Book Review of Aimee Love’s Cry Baby Hollow

Cry Baby Hollow

I grabbed Aimee Love‘s Cry Baby Hollow from the Amazon KDP list recently.

Description from Goodreads:
There are things we all know about werewolves:
-The only way to become a werewolf is to be bitten by one.
-They only come out on the full moon.
-They can only be killed with a silver bullet.
-They are not real.

But when Aubrey Guinn comes to Eastern Tennessee to help Vina, an aging family friend, werewolves are the furthest things from her mind. She is preoccupied with more mundane concerns, like keeping Vina’s ingrate step-children from putting her in a nursing home, avoiding the advances of her handsome but dim witted neighbor, and keeping her mailbox away from the good old boys baseball bats. It isn’t until Aubrey finds the body of a local boy, gruseomely murdered, that she begins to see that life in the country is anything but slow, and werewolves are far from what Hollywood had led her to expect.

Review:
Cry Baby Hollow was a surprisingly good read. I say surprisingly because there are so many werewolf books on the market these days and almost all of them seem to be small variations of the same story. This one is not one of those. For one it isn’t about some dimwitted heroine falling hard for another testosterone crazed alpha wolf. Thank you sweet baby HeyZeus for variety. I would hesitate to even call this paranormal romance, except that it does have paranormal creatures in it and there is some romance. Either way it’s a lot of fun, if a little slow at times.
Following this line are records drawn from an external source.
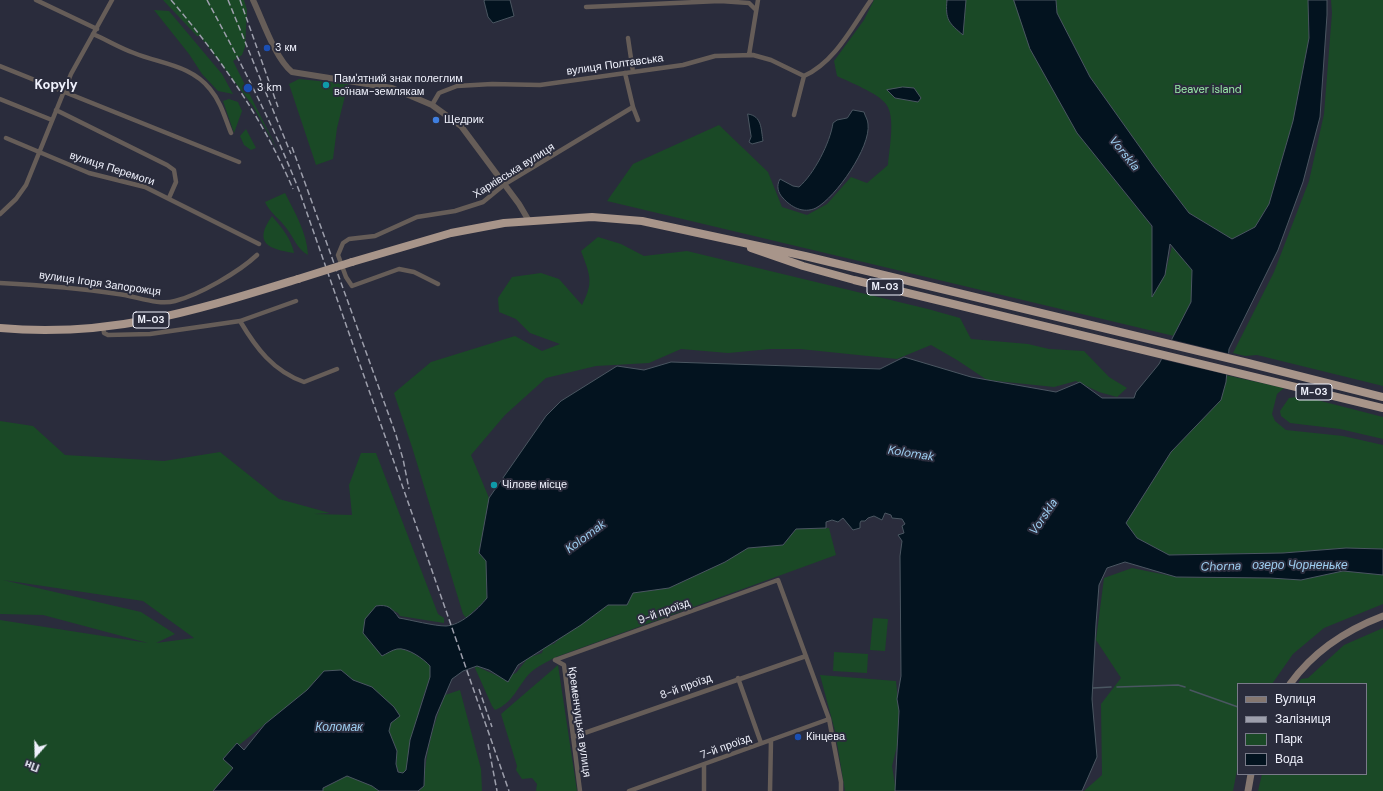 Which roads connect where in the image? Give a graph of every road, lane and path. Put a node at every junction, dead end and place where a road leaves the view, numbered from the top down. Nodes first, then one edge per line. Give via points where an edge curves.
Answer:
1 (36, 0) edge
2 (253, 0) edge
3 (758, 0) edge
4 (871, 0) edge
5 (110, 1) edge
6 (586, 7) dead end
7 (755, 9) junction
8 (97, 28) junction
9 (93, 34) junction
10 (628, 38) dead end
11 (749, 55) junction
12 (0, 66) edge
13 (633, 72) junction
14 (625, 73) junction
15 (804, 76) junction
16 (64, 92) junction
17 (0, 99) edge
18 (432, 104) junction
19 (633, 107) junction
20 (56, 110) junction
21 (794, 115) dead end
22 (52, 120) junction
23 (638, 120) dead end
24 (231, 133) dead end
25 (6, 138) dead end
26 (39, 152) junction
27 (239, 162) dead end
28 (505, 184) junction
29 (169, 198) junction
30 (0, 214) edge
31 (529, 220) junction
32 (712, 235) junction
33 (259, 244) dead end
34 (257, 255) dead end
35 (0, 283) edge
36 (438, 284) dead end
37 (296, 301) dead end
38 (240, 321) junction
39 (103, 327) junction
40 (0, 328) edge
41 (337, 369) dead end
42 (1383, 397) edge
43 (1383, 408) edge
44 (1383, 616) edge
45 (806, 656) junction
46 (555, 660) joint
47 (738, 678) junction
48 (1291, 683) edge
49 (829, 719) junction
50 (573, 738) junction
51 (771, 740) junction
52 (761, 744) junction
53 (704, 764) junction
54 (1251, 775) edge
55 (646, 785) junction
56 (580, 791) edge
57 (629, 791) edge
58 (646, 791) edge
59 (704, 791) edge
60 (770, 791) edge
61 (841, 791) edge
62 (1248, 791) edge

1 - 8 street
2 - 18 street via 279,54 292,72 392,88
3 - 7 street
4 - 15 street via 839,46 816,71
5 - 8 street
6 - 7 street via 720,1 749,3
7 - 11 street
8 - 9 street
9 - 16 street
9 - 24 street via 135,53 184,69 200,79 211,89
10 - 13 street
11 - 13 street, вулиця Полтавська via 715,56 683,65
11 - 15 street, вулиця Полтавська via 771,60
12 - 16 street
13 - 14 street, вулиця Полтавська
14 - 18 street, вулиця Полтавська via 540,85 457,86 439,93
14 - 19 street
15 - 21 street
16 - 20 street
16 - 27 street
17 - 22 street
18 - 28 street via 461,126
19 - 23 street
19 - 28 street, Харківська вулиця
20 - 22 street
20 - 29 street, вулиця Перемоги via 174,170 176,182
22 - 26 street
25 - 26 street, вулиця Перемоги
26 - 29 street, вулиця Перемоги via 89,173 145,187
26 - 30 street via 26,185
28 - 31 street
28 - 36 street, Харківська вулиця via 483,202 469,208 417,217 376,236 349,239 343,243 338,255 352,286 399,269 414,272
29 - 33 street, вулиця Перемоги
31 - 32 highway, М-03 via 592,217 642,221
31 - 39 highway, М-03, bridge via 451,233 183,313
32 - 42 highway, М-03
32 - 43 highway, М-03 via 803,266
34 - 35 street, вулиця Ігоря Запорожця via 232,275 175,302 72,288
37 - 38 street
38 - 39 street via 137,335 108,335 104,333
38 - 41 street via 264,357 292,378 304,382
39 - 40 highway, М-03 via 51,331
44 - 48 main road via 1331,642 1312,658
45 - 46 street, 9-й проїзд via 778,580
45 - 47 street, 8-й проїзд
45 - 49 street
46 - 50 street, Кременчуцька вулиця via 564,665
47 - 50 street, 8-й проїзд
47 - 52 street
49 - 51 street, 7-й проїзд
49 - 61 street
50 - 56 street, Кременчуцька вулиця
51 - 52 street, 7-й проїзд
51 - 60 street
52 - 53 street, 7-й проїзд
53 - 55 street, 7-й проїзд
53 - 59 street
54 - 62 main road
55 - 57 street, 7-й проїзд
55 - 58 street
Ms. Love has created an interesting story, with engaging characters and some true regional humour. I can say that too. I happen to be from Tennessee. There was a lot of genuine southern culture depicted here, but there were a few inevitable stereotypes too. Sadly, there’s often a grain of truth in even them so I can’t fault the book for that.
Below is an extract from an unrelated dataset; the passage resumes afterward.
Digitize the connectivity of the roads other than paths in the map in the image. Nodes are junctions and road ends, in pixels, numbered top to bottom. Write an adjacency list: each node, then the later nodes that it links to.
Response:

I did have a few gripes though. While I loved Aubrey’s sharp tongue and quick wit, it didn’t always feel realistic. Old women like Vina can get away with being so acerbic, younger ones haven’t earned the social right yet. On more than one occasion I laughed at some cut down or defiant act of Aubrey’s (’cause they are funny and fist pumpingly “right on”), then thought, ‘what a bitch.’ She was just too quick to jump onto the offence. Plus, since you are given so little of Aubrey’s history upfront it felt a little like all of her considerable skill came unearned. Of course she’s supposed to have spent 10+ years in the Navy. No doubt she worked hard for them, but you don’t feel it.

I loved, loved, loved Joe, but there’s a fairly drastic change in his personality about halfway through the book and I was a little disappointed in that. It was predictable really, but I still much preferred his Good ‘Ol Boy self to his cleaned up self. I also wondered why he knew the area so much better than Aubrey if he’d been vacationing there for 10 years, but she’d been visiting her whole life. Seemed a little backwards.

Lastly, some important events were strangely glossed over: almost anything bedroom related, Aubrey’s days in the hospital which marked a sharp change in the tone of the book, her first training with Vina and pals that allowed her to fight on an even playing field with the baddy. All of them are game changers to the plot, but none of them are given to the reader. Their absence tended to make the events following them feel like abrupt shifts even when they really weren’t.

These are all fairly minor complaints in the grand scheme of things though. I have no hesitation about recommending Cry Baby Hollow book. It’s well worth reading.